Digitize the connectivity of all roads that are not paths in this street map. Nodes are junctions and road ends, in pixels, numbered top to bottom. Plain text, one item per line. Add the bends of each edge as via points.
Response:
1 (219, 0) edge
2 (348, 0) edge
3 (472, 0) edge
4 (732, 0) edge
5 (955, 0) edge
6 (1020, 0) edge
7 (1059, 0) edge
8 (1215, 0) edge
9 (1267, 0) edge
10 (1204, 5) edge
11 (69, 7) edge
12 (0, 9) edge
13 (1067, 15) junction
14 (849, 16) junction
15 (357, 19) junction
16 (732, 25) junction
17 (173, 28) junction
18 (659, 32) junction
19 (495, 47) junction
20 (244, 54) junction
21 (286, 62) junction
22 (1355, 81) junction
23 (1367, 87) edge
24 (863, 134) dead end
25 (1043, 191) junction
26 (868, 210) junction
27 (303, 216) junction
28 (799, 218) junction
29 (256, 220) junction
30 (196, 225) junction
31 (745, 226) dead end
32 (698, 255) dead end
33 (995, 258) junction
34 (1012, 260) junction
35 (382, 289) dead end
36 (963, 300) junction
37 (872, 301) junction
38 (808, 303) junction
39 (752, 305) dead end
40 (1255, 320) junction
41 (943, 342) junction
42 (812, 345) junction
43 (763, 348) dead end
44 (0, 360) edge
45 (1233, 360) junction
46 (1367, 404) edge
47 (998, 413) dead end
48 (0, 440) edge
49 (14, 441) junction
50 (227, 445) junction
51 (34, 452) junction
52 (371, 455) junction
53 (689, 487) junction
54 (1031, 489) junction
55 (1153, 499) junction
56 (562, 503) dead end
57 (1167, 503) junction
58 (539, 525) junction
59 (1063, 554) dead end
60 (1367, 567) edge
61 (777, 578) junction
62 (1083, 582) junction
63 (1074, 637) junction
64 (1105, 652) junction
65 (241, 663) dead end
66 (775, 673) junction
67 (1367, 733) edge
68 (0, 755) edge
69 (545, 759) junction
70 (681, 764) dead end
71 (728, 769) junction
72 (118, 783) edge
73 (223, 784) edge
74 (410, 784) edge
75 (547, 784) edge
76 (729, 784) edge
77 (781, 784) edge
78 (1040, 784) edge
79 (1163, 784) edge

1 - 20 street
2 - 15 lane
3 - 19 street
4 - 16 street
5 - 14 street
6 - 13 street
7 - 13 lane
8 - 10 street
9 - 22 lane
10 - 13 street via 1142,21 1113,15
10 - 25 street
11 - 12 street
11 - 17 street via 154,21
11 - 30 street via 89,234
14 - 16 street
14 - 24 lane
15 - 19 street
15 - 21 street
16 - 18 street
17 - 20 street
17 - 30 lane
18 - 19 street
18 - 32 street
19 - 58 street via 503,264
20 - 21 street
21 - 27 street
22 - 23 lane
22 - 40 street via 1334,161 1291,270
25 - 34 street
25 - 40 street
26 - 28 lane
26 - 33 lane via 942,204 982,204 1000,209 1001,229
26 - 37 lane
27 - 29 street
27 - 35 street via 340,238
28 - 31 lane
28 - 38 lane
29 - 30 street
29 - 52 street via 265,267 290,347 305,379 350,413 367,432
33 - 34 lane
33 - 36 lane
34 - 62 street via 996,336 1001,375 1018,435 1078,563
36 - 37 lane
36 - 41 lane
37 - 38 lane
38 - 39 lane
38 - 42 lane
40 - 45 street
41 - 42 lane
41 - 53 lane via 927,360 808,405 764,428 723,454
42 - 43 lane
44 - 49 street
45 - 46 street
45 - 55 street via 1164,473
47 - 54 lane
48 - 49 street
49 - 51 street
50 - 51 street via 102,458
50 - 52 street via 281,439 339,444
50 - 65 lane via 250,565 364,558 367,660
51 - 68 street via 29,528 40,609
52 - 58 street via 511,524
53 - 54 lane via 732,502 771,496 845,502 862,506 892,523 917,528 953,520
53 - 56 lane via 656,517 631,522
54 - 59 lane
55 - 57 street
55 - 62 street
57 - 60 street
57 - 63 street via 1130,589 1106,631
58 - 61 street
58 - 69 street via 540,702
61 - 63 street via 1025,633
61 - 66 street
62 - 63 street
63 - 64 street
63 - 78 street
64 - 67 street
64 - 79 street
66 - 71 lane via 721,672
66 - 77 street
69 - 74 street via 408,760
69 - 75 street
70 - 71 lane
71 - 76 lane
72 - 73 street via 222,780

▸ YOUR ASSIGNMENT
Please restate every line of the records exactly.

▸ ANSWER SECTION
Digitize the connectivity of all roads that are not paths in this street map. Nodes are junctions and road ends, in pixels, numbered top to bottom. Plain text, one item per line. Add the bends of each edge as via points.
Response:
1 (219, 0) edge
2 (348, 0) edge
3 (472, 0) edge
4 (732, 0) edge
5 (955, 0) edge
6 (1020, 0) edge
7 (1059, 0) edge
8 (1215, 0) edge
9 (1267, 0) edge
10 (1204, 5) edge
11 (69, 7) edge
12 (0, 9) edge
13 (1067, 15) junction
14 (849, 16) junction
15 (357, 19) junction
16 (732, 25) junction
17 (173, 28) junction
18 (659, 32) junction
19 (495, 47) junction
20 (244, 54) junction
21 (286, 62) junction
22 (1355, 81) junction
23 (1367, 87) edge
24 (863, 134) dead end
25 (1043, 191) junction
26 (868, 210) junction
27 (303, 216) junction
28 (799, 218) junction
29 (256, 220) junction
30 (196, 225) junction
31 (745, 226) dead end
32 (698, 255) dead end
33 (995, 258) junction
34 (1012, 260) junction
35 (382, 289) dead end
36 (963, 300) junction
37 (872, 301) junction
38 (808, 303) junction
39 (752, 305) dead end
40 (1255, 320) junction
41 (943, 342) junction
42 (812, 345) junction
43 (763, 348) dead end
44 (0, 360) edge
45 (1233, 360) junction
46 (1367, 404) edge
47 (998, 413) dead end
48 (0, 440) edge
49 (14, 441) junction
50 (227, 445) junction
51 (34, 452) junction
52 (371, 455) junction
53 (689, 487) junction
54 (1031, 489) junction
55 (1153, 499) junction
56 (562, 503) dead end
57 (1167, 503) junction
58 (539, 525) junction
59 (1063, 554) dead end
60 (1367, 567) edge
61 (777, 578) junction
62 (1083, 582) junction
63 (1074, 637) junction
64 (1105, 652) junction
65 (241, 663) dead end
66 (775, 673) junction
67 (1367, 733) edge
68 (0, 755) edge
69 (545, 759) junction
70 (681, 764) dead end
71 (728, 769) junction
72 (118, 783) edge
73 (223, 784) edge
74 (410, 784) edge
75 (547, 784) edge
76 (729, 784) edge
77 (781, 784) edge
78 (1040, 784) edge
79 (1163, 784) edge

1 - 20 street
2 - 15 lane
3 - 19 street
4 - 16 street
5 - 14 street
6 - 13 street
7 - 13 lane
8 - 10 street
9 - 22 lane
10 - 13 street via 1142,21 1113,15
10 - 25 street
11 - 12 street
11 - 17 street via 154,21
11 - 30 street via 89,234
14 - 16 street
14 - 24 lane
15 - 19 street
15 - 21 street
16 - 18 street
17 - 20 street
17 - 30 lane
18 - 19 street
18 - 32 street
19 - 58 street via 503,264
20 - 21 street
21 - 27 street
22 - 23 lane
22 - 40 street via 1334,161 1291,270
25 - 34 street
25 - 40 street
26 - 28 lane
26 - 33 lane via 942,204 982,204 1000,209 1001,229
26 - 37 lane
27 - 29 street
27 - 35 street via 340,238
28 - 31 lane
28 - 38 lane
29 - 30 street
29 - 52 street via 265,267 290,347 305,379 350,413 367,432
33 - 34 lane
33 - 36 lane
34 - 62 street via 996,336 1001,375 1018,435 1078,563
36 - 37 lane
36 - 41 lane
37 - 38 lane
38 - 39 lane
38 - 42 lane
40 - 45 street
41 - 42 lane
41 - 53 lane via 927,360 808,405 764,428 723,454
42 - 43 lane
44 - 49 street
45 - 46 street
45 - 55 street via 1164,473
47 - 54 lane
48 - 49 street
49 - 51 street
50 - 51 street via 102,458
50 - 52 street via 281,439 339,444
50 - 65 lane via 250,565 364,558 367,660
51 - 68 street via 29,528 40,609
52 - 58 street via 511,524
53 - 54 lane via 732,502 771,496 845,502 862,506 892,523 917,528 953,520
53 - 56 lane via 656,517 631,522
54 - 59 lane
55 - 57 street
55 - 62 street
57 - 60 street
57 - 63 street via 1130,589 1106,631
58 - 61 street
58 - 69 street via 540,702
61 - 63 street via 1025,633
61 - 66 street
62 - 63 street
63 - 64 street
63 - 78 street
64 - 67 street
64 - 79 street
66 - 71 lane via 721,672
66 - 77 street
69 - 74 street via 408,760
69 - 75 street
70 - 71 lane
71 - 76 lane
72 - 73 street via 222,780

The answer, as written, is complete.